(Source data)
* * *
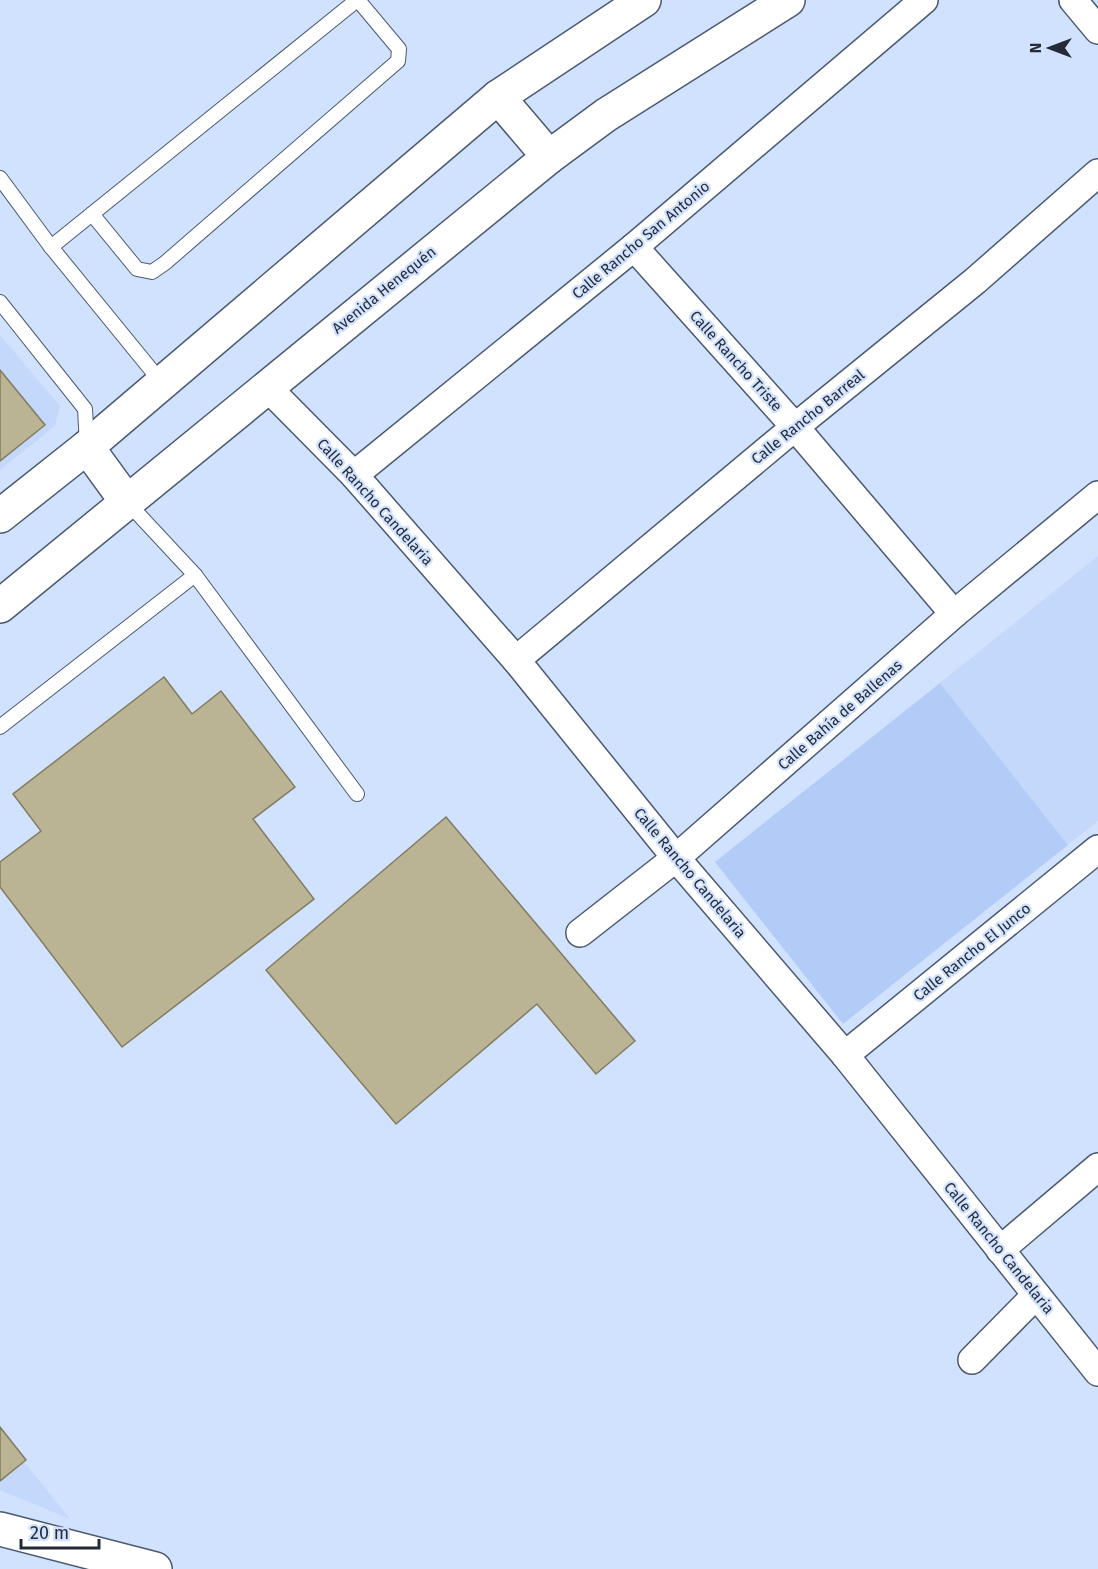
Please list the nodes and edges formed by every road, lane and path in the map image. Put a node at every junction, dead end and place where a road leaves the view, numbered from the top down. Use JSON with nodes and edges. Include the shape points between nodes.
{"nodes":[{"id":1,"x":357,"y":0,"type":"edge"},
{"id":2,"x":644,"y":0,"type":"edge"},
{"id":3,"x":788,"y":0,"type":"edge"},
{"id":4,"x":924,"y":0,"type":"edge"},
{"id":5,"x":1072,"y":0,"type":"edge"},
{"id":6,"x":1098,"y":30,"type":"edge"},
{"id":7,"x":498,"y":97,"type":"junction"},
{"id":8,"x":549,"y":157,"type":"junction"},
{"id":9,"x":1098,"y":173,"type":"edge"},
{"id":10,"x":0,"y":178,"type":"edge"},
{"id":11,"x":92,"y":214,"type":"junction"},
{"id":12,"x":51,"y":247,"type":"junction"},
{"id":13,"x":634,"y":247,"type":"junction"},
{"id":14,"x":0,"y":302,"type":"edge"},
{"id":15,"x":162,"y":383,"type":"junction"},
{"id":16,"x":267,"y":387,"type":"junction"},
{"id":17,"x":795,"y":427,"type":"junction"},
{"id":18,"x":87,"y":447,"type":"junction"},
{"id":19,"x":354,"y":476,"type":"junction"},
{"id":20,"x":1098,"y":495,"type":"edge"},
{"id":21,"x":127,"y":502,"type":"junction"},
{"id":22,"x":0,"y":516,"type":"edge"},
{"id":23,"x":195,"y":575,"type":"junction"},
{"id":24,"x":0,"y":606,"type":"edge"},
{"id":25,"x":954,"y":614,"type":"junction"},
{"id":26,"x":516,"y":660,"type":"junction"},
{"id":27,"x":0,"y":727,"type":"edge"},
{"id":28,"x":357,"y":794,"type":"dead end"},
{"id":29,"x":1098,"y":849,"type":"edge"},
{"id":30,"x":676,"y":858,"type":"junction"},
{"id":31,"x":580,"y":933,"type":"dead end"},
{"id":32,"x":845,"y":1055,"type":"junction"},
{"id":33,"x":1098,"y":1167,"type":"edge"},
{"id":34,"x":1000,"y":1250,"type":"junction"},
{"id":35,"x":1036,"y":1295,"type":"junction"},
{"id":36,"x":972,"y":1360,"type":"dead end"},
{"id":37,"x":1098,"y":1372,"type":"edge"},
{"id":38,"x":0,"y":1529,"type":"edge"},
{"id":39,"x":155,"y":1569,"type":"edge"}],
"edges":[{"from":1,"to":11,"type":"lane"},
{"from":1,"to":11,"type":"lane","via":[[399,49],[398,61],[165,263],[152,272],[137,269]]},
{"from":2,"to":7,"type":"main road"},
{"from":3,"to":8,"type":"main road","name":"Avenida Henequén","via":[[606,115]]},
{"from":4,"to":13,"type":"street","name":"Calle Rancho San Antonio"},
{"from":5,"to":6,"type":"street"},
{"from":7,"to":8,"type":"main road"},
{"from":7,"to":15,"type":"main road"},
{"from":8,"to":16,"type":"main road","name":"Avenida Henequén"},
{"from":9,"to":17,"type":"street","name":"Calle Rancho Barreal","via":[[975,281]]},
{"from":10,"to":12,"type":"lane"},
{"from":11,"to":12,"type":"lane"},
{"from":12,"to":15,"type":"lane"},
{"from":13,"to":17,"type":"street","name":"Calle Rancho Triste"},
{"from":13,"to":19,"type":"street","name":"Calle Rancho San Antonio"},
{"from":14,"to":18,"type":"lane","via":[[84,409]]},
{"from":15,"to":18,"type":"main road"},
{"from":16,"to":19,"type":"street","name":"Calle Rancho Candelaria"},
{"from":16,"to":21,"type":"main road","name":"Avenida Henequén"},
{"from":17,"to":25,"type":"street","name":"Calle Rancho Triste"},
{"from":17,"to":26,"type":"street","name":"Calle Rancho Barreal"},
{"from":18,"to":21,"type":"main road"},
{"from":18,"to":22,"type":"main road"},
{"from":19,"to":26,"type":"street","name":"Calle Rancho Candelaria"},
{"from":20,"to":25,"type":"street","name":"Calle Bahía de Ballenas"},
{"from":21,"to":23,"type":"lane"},
{"from":21,"to":24,"type":"main road","name":"Avenida Henequén"},
{"from":23,"to":27,"type":"lane"},
{"from":23,"to":28,"type":"lane"},
{"from":25,"to":30,"type":"street","name":"Calle Bahía de Ballenas"},
{"from":26,"to":30,"type":"street","name":"Calle Rancho Candelaria"},
{"from":29,"to":32,"type":"street","name":"Calle Rancho El Junco"},
{"from":30,"to":31,"type":"street","name":"Calle Bahía de Ballenas"},
{"from":30,"to":32,"type":"street","name":"Calle Rancho Candelaria"},
{"from":32,"to":34,"type":"street","name":"Calle Rancho Candelaria"},
{"from":33,"to":34,"type":"street"},
{"from":34,"to":35,"type":"street","name":"Calle Rancho Candelaria"},
{"from":35,"to":36,"type":"street"},
{"from":35,"to":37,"type":"street","name":"Calle Rancho Candelaria"},
{"from":38,"to":39,"type":"main road"}]}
* * *
● Problem statement
Here the job is to print all the entries above exactly, minus the images.

● Final answer
Please list the nodes and edges formed by every road, lane and path in the map image. Put a node at every junction, dead end and place where a road leaves the view, numbered from the top down. Use JSON with nodes and edges. Include the shape points between nodes.
{"nodes":[{"id":1,"x":357,"y":0,"type":"edge"},
{"id":2,"x":644,"y":0,"type":"edge"},
{"id":3,"x":788,"y":0,"type":"edge"},
{"id":4,"x":924,"y":0,"type":"edge"},
{"id":5,"x":1072,"y":0,"type":"edge"},
{"id":6,"x":1098,"y":30,"type":"edge"},
{"id":7,"x":498,"y":97,"type":"junction"},
{"id":8,"x":549,"y":157,"type":"junction"},
{"id":9,"x":1098,"y":173,"type":"edge"},
{"id":10,"x":0,"y":178,"type":"edge"},
{"id":11,"x":92,"y":214,"type":"junction"},
{"id":12,"x":51,"y":247,"type":"junction"},
{"id":13,"x":634,"y":247,"type":"junction"},
{"id":14,"x":0,"y":302,"type":"edge"},
{"id":15,"x":162,"y":383,"type":"junction"},
{"id":16,"x":267,"y":387,"type":"junction"},
{"id":17,"x":795,"y":427,"type":"junction"},
{"id":18,"x":87,"y":447,"type":"junction"},
{"id":19,"x":354,"y":476,"type":"junction"},
{"id":20,"x":1098,"y":495,"type":"edge"},
{"id":21,"x":127,"y":502,"type":"junction"},
{"id":22,"x":0,"y":516,"type":"edge"},
{"id":23,"x":195,"y":575,"type":"junction"},
{"id":24,"x":0,"y":606,"type":"edge"},
{"id":25,"x":954,"y":614,"type":"junction"},
{"id":26,"x":516,"y":660,"type":"junction"},
{"id":27,"x":0,"y":727,"type":"edge"},
{"id":28,"x":357,"y":794,"type":"dead end"},
{"id":29,"x":1098,"y":849,"type":"edge"},
{"id":30,"x":676,"y":858,"type":"junction"},
{"id":31,"x":580,"y":933,"type":"dead end"},
{"id":32,"x":845,"y":1055,"type":"junction"},
{"id":33,"x":1098,"y":1167,"type":"edge"},
{"id":34,"x":1000,"y":1250,"type":"junction"},
{"id":35,"x":1036,"y":1295,"type":"junction"},
{"id":36,"x":972,"y":1360,"type":"dead end"},
{"id":37,"x":1098,"y":1372,"type":"edge"},
{"id":38,"x":0,"y":1529,"type":"edge"},
{"id":39,"x":155,"y":1569,"type":"edge"}],
"edges":[{"from":1,"to":11,"type":"lane"},
{"from":1,"to":11,"type":"lane","via":[[399,49],[398,61],[165,263],[152,272],[137,269]]},
{"from":2,"to":7,"type":"main road"},
{"from":3,"to":8,"type":"main road","name":"Avenida Henequén","via":[[606,115]]},
{"from":4,"to":13,"type":"street","name":"Calle Rancho San Antonio"},
{"from":5,"to":6,"type":"street"},
{"from":7,"to":8,"type":"main road"},
{"from":7,"to":15,"type":"main road"},
{"from":8,"to":16,"type":"main road","name":"Avenida Henequén"},
{"from":9,"to":17,"type":"street","name":"Calle Rancho Barreal","via":[[975,281]]},
{"from":10,"to":12,"type":"lane"},
{"from":11,"to":12,"type":"lane"},
{"from":12,"to":15,"type":"lane"},
{"from":13,"to":17,"type":"street","name":"Calle Rancho Triste"},
{"from":13,"to":19,"type":"street","name":"Calle Rancho San Antonio"},
{"from":14,"to":18,"type":"lane","via":[[84,409]]},
{"from":15,"to":18,"type":"main road"},
{"from":16,"to":19,"type":"street","name":"Calle Rancho Candelaria"},
{"from":16,"to":21,"type":"main road","name":"Avenida Henequén"},
{"from":17,"to":25,"type":"street","name":"Calle Rancho Triste"},
{"from":17,"to":26,"type":"street","name":"Calle Rancho Barreal"},
{"from":18,"to":21,"type":"main road"},
{"from":18,"to":22,"type":"main road"},
{"from":19,"to":26,"type":"street","name":"Calle Rancho Candelaria"},
{"from":20,"to":25,"type":"street","name":"Calle Bahía de Ballenas"},
{"from":21,"to":23,"type":"lane"},
{"from":21,"to":24,"type":"main road","name":"Avenida Henequén"},
{"from":23,"to":27,"type":"lane"},
{"from":23,"to":28,"type":"lane"},
{"from":25,"to":30,"type":"street","name":"Calle Bahía de Ballenas"},
{"from":26,"to":30,"type":"street","name":"Calle Rancho Candelaria"},
{"from":29,"to":32,"type":"street","name":"Calle Rancho El Junco"},
{"from":30,"to":31,"type":"street","name":"Calle Bahía de Ballenas"},
{"from":30,"to":32,"type":"street","name":"Calle Rancho Candelaria"},
{"from":32,"to":34,"type":"street","name":"Calle Rancho Candelaria"},
{"from":33,"to":34,"type":"street"},
{"from":34,"to":35,"type":"street","name":"Calle Rancho Candelaria"},
{"from":35,"to":36,"type":"street"},
{"from":35,"to":37,"type":"street","name":"Calle Rancho Candelaria"},
{"from":38,"to":39,"type":"main road"}]}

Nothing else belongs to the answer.